▸ **TASK TO CARRY OUT**
Below are lines of data, and only some are wanted. Please repeat exactly those from the line that has "surface = cairo.ImageSurface(cairo.Format.RGB24, 2445, 1022)" through the line that has "ctx.select_font_face(family, cairo.FontSlant.ITALIC if".

*** Opening of GIVEN RECORDS ***

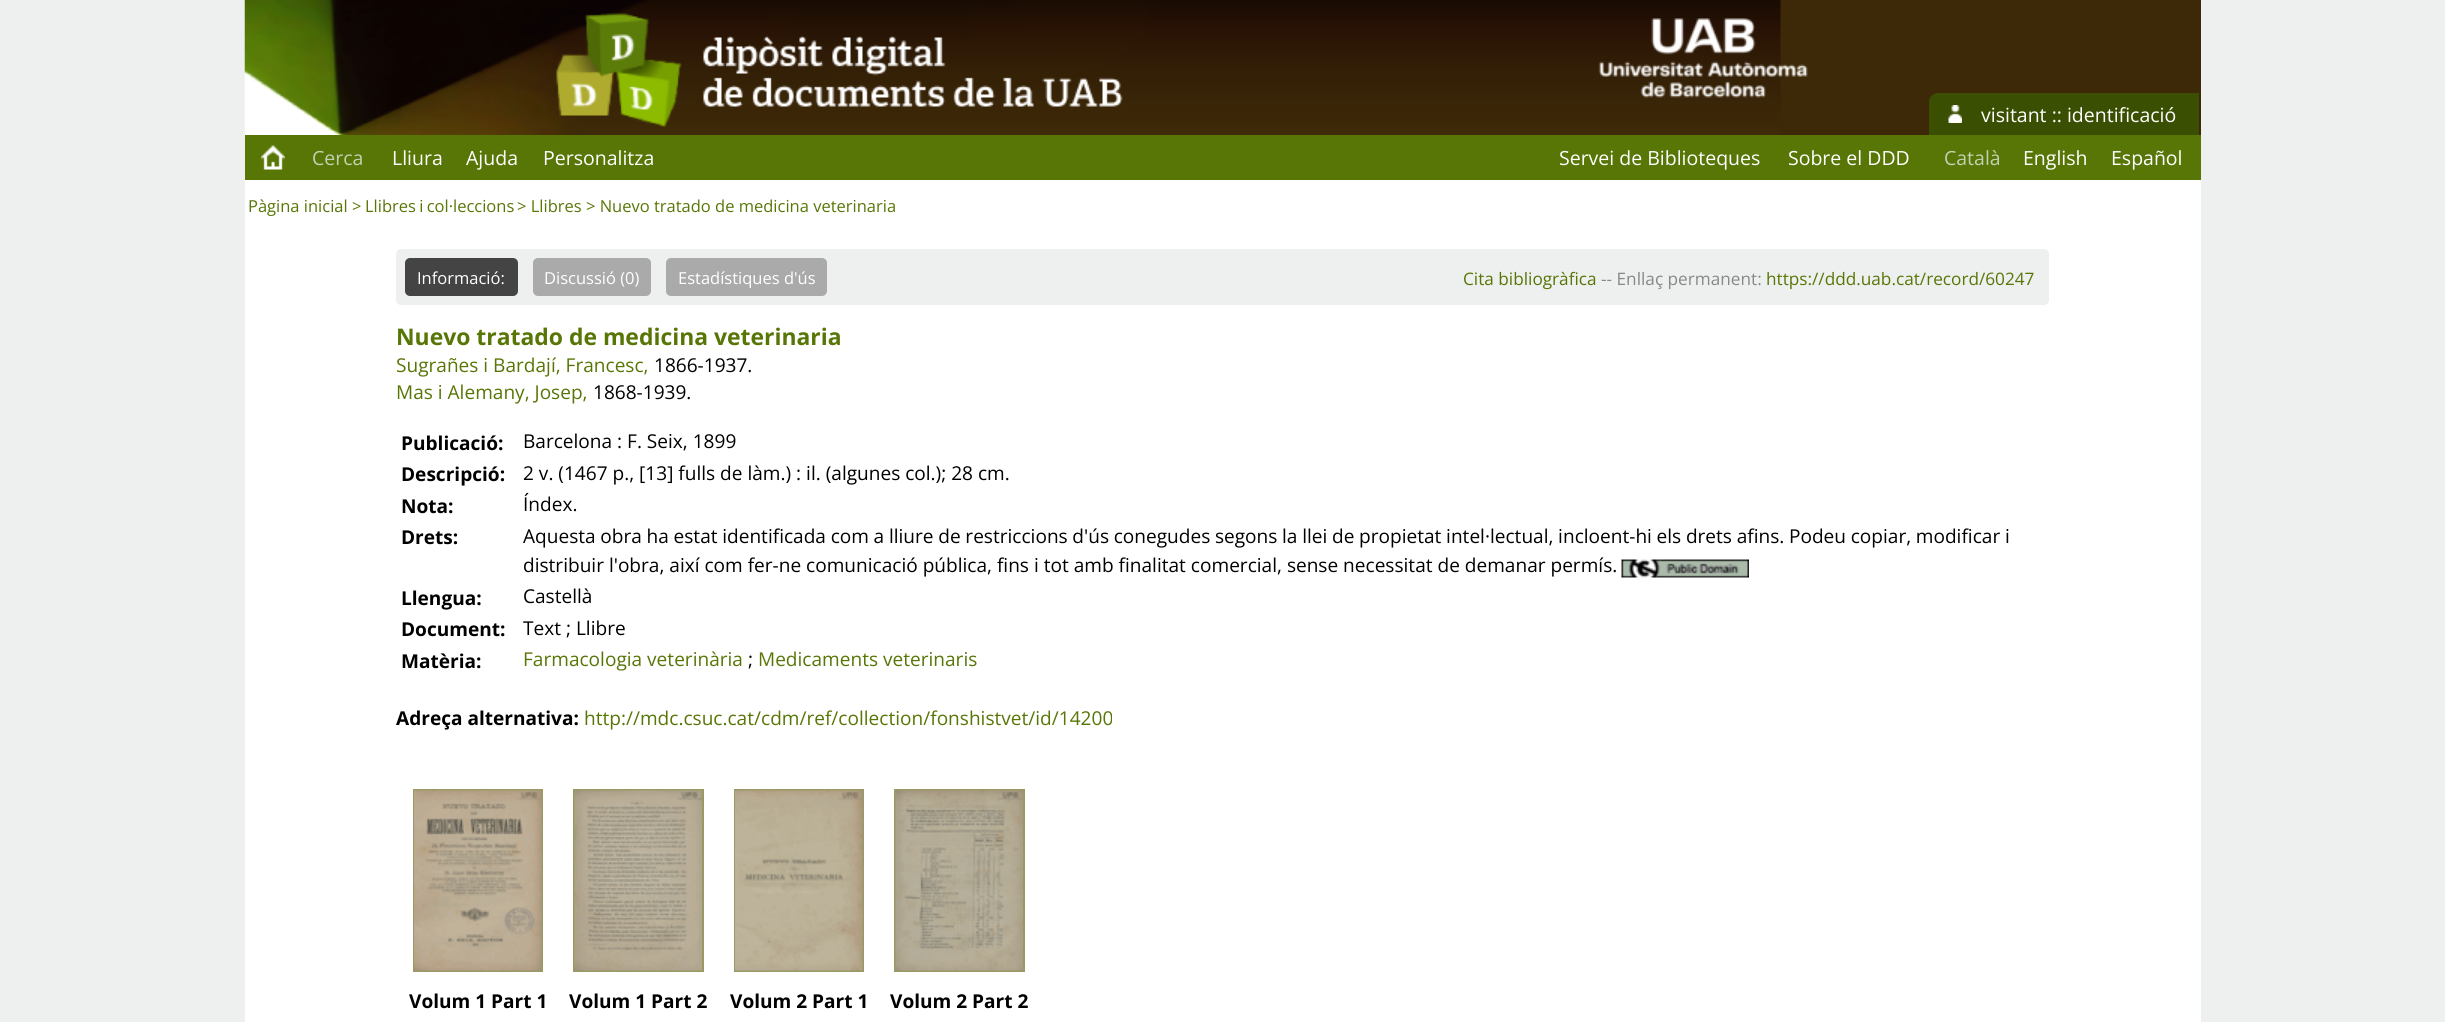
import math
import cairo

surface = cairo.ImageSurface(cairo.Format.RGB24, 2445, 1022)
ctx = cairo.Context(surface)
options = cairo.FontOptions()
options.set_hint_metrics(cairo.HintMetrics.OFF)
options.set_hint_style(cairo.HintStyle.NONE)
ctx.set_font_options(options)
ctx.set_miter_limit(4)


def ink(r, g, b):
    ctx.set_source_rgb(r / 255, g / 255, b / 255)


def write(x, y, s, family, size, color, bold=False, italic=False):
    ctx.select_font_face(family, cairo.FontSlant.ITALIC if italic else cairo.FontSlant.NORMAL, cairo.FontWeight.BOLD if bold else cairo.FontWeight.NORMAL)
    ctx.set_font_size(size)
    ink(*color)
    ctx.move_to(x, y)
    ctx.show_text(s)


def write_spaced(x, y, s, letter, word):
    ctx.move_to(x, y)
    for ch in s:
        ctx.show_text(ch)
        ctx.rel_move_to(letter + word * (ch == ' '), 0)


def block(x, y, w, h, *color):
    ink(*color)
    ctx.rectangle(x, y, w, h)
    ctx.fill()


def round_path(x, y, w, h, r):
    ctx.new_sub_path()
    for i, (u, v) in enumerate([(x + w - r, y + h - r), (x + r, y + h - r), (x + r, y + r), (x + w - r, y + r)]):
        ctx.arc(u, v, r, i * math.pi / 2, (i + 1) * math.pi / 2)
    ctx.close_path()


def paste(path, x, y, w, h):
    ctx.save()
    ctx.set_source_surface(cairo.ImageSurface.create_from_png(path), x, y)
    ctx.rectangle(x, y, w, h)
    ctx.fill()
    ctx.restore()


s1 = dict(family="Open Sans", size=19.5, color=(255, 255, 255))
s2 = dict(family="Open Sans", size=19.5, color=(193, 210, 176))
s3 = dict(family="Open Sans", size=16.5, color=(88, 118, 6))
s4 = dict(family="Open Sans", size=17.2, color=(88, 118, 6))
s5 = dict(family="Open Sans", size=17.2, color=(136, 136, 136))
s6 = dict(family="Open Sans", size=22.9, color=(88, 118, 6), bold=True)
s7 = dict(family="Open Sans", size=19.07, color=(88, 118, 6))
s8 = dict(family="Open Sans", size=19.07, color=(0, 0, 0))
s9 = dict(family="Open Sans", size=19.07, color=(0, 0, 0), bold=True)
s10 = dict(family="Open Sans", size=16.5, color=(255, 255, 255))

ink(238, 240, 239)
ctx.paint()
block(245, 180, 1956, 842, 255, 255, 255)
block(1780, 0, 421, 135, 61, 41, 8)
paste("pic2.png", 244, 0, 1537, 135)
paste("pic1.png", 1598, 18, 210, 80)
ink(59, 79, 3)
ctx.new_path()
ctx.move_to(1938, 93)
ctx.line_to(2199, 93)
ctx.line_to(2199, 135)
ctx.line_to(1929, 135)
ctx.line_to(1929, 102)
ctx.curve_to(1929, 97, 1933, 93, 1938, 93)
ctx.close_path()
ctx.fill()
paste("pic3.png", 1948, 105, 14, 18)
write(1981, 122, "visitant :: identificació", **s1)
block(245, 135, 1956, 45, 88, 118, 6)
paste("pic4.png", 261, 145, 24, 25)
write(312, 165, "Cerca", **s2)
write(392, 165, "Lliura", **s1)
write(466, 165, "Ajuda", **s1)
write(543, 165, "Personalitza", **s1)
write(1559, 165, "Servei de Biblioteques", **s1)
write(1788, 165, "Sobre el DDD", **s1)
write(1944, 165, "Català", **s2)
write(2023, 165, "English", **s1)
write(2111, 165, "Español", **s1)
write(248, 212, "Pàgina inicial >", **s3)
write_spaced(365, 212, "Llibres i col·leccions", 0, -1)
write(517, 212, "> Llibres > Nuevo tratado de medicina veterinaria", **s3)
ink(238, 240, 239)
round_path(396, 249, 1653, 56, 5)
ctx.fill()
write(1463, 285, "Cita bibliogràfica", **s4)
write(1601, 285, "-- Enllaç permanent:", **s5)
write(1766, 285, "https://ddd.uab.cat/record/60247", **s4)
write(396, 345, "Nuevo tratado de medicina veterinaria", **s6)
write(396, 372, "Sugrañes i Bardají, Francesc,", **s7)
write(654, 372, "1866-1937.", **s8)
write(396, 399, "Mas i Alemany, Josep,", **s7)
write(593, 399, "1868-1939.", **s8)
write(401, 450, "Publicació:", **s9)
write(523, 448, "Barcelona : F. Seix, 1899", **s8)
write(401, 481, "Descripció:", **s9)
write(523, 480, "2 v. (1467 p., [13] fulls de làm.) : il. (algunes col.); 28 cm.", **s8)
write(401, 513, "Nota:", **s9)
write(523, 511, "Índex.", **s8)
write(401, 544, "Drets:", **s9)
ctx.select_font_face("Open Sans")
write_spaced(523, 543, "Aquesta obra ha estat identificada com a lliure de restriccions d'ús conegudes segons la llei de propietat intel·lectual, incloent-hi els drets afins. Podeu copiar, modificar i", 0, -0.25)
write(523, 572, "distribuir l'obra, així com fer-ne comunicació pública, fins i tot amb finalitat comercial, sense necessitat de demanar permís.", **s8)
paste("pic5.png", 1621, 559, 128, 19)
write(401, 605, "Llengua:", **s9)
write(523, 603, "Castellà", **s8)
write(401, 636, "Document:", **s9)
write(523, 635, "Text ; Llibre", **s8)
write(401, 668, "Matèria:", **s9)
write(523, 666, "Farmacologia veterinària", **s7)
write(748, 666, ";", **s8)
write(758, 666, "Medicaments veterinaris", **s7)
write(396, 725, "Adreça alternativa:", **s9)
write(584, 725, "http://mdc.csuc.cat/cdm/ref/collection/fonshistvet/id/14200", **s7)
ctx.rectangle(414, 790, 128, 181)
ink(153, 153, 102)
ctx.stroke()
paste("pic6.png", 414, 790, 128, 181)
write(409, 1008, "Volum 1 Part 1", **s9)
ctx.rectangle(574, 790, 129, 181)
ink(153, 153, 102)
ctx.stroke()
paste("pic7.png", 574, 790, 128, 181)
write(569, 1008, "Volum 1 Part 2", **s9)
ctx.rectangle(735, 790, 128, 181)
ink(153, 153, 102)
ctx.stroke()
paste("pic8.png", 735, 790, 128, 181)
write(730, 1008, "Volum 2 Part 1", **s9)
ctx.rectangle(895, 790, 129, 181)
ink(153, 153, 102)
ctx.stroke()
paste("pic9.png", 895, 790, 128, 181)
write(890, 1008, "Volum 2 Part 2", **s9)
ink(68, 68, 68)
round_path(405, 258, 113, 38, 5)
ctx.fill()
write(417, 284, "Informació:", **s10)
ink(170, 170, 170)
round_path(533, 258, 118, 38, 5)
ctx.fill()
write(544, 284, "Discussió (0)", **s10)
ink(170, 170, 170)
round_path(666, 258, 161, 38, 5)
ctx.fill()
write(678, 284, "Estadístiques d'ús", **s10)
surface.write_to_png("screenshot.png")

*** Close of GIVEN RECORDS ***

▸ **THE COMPLETED TASK**
surface = cairo.ImageSurface(cairo.Format.RGB24, 2445, 1022)
ctx = cairo.Context(surface)
options = cairo.FontOptions()
options.set_hint_metrics(cairo.HintMetrics.OFF)
options.set_hint_style(cairo.HintStyle.NONE)
ctx.set_font_options(options)
ctx.set_miter_limit(4)


def ink(r, g, b):
    ctx.set_source_rgb(r / 255, g / 255, b / 255)


def write(x, y, s, family, size, color, bold=False, italic=False):
    ctx.select_font_face(family, cairo.FontSlant.ITALIC if italic else cairo.FontSlant.NORMAL, cairo.FontWeight.BOLD if bold else cairo.FontWeight.NORMAL)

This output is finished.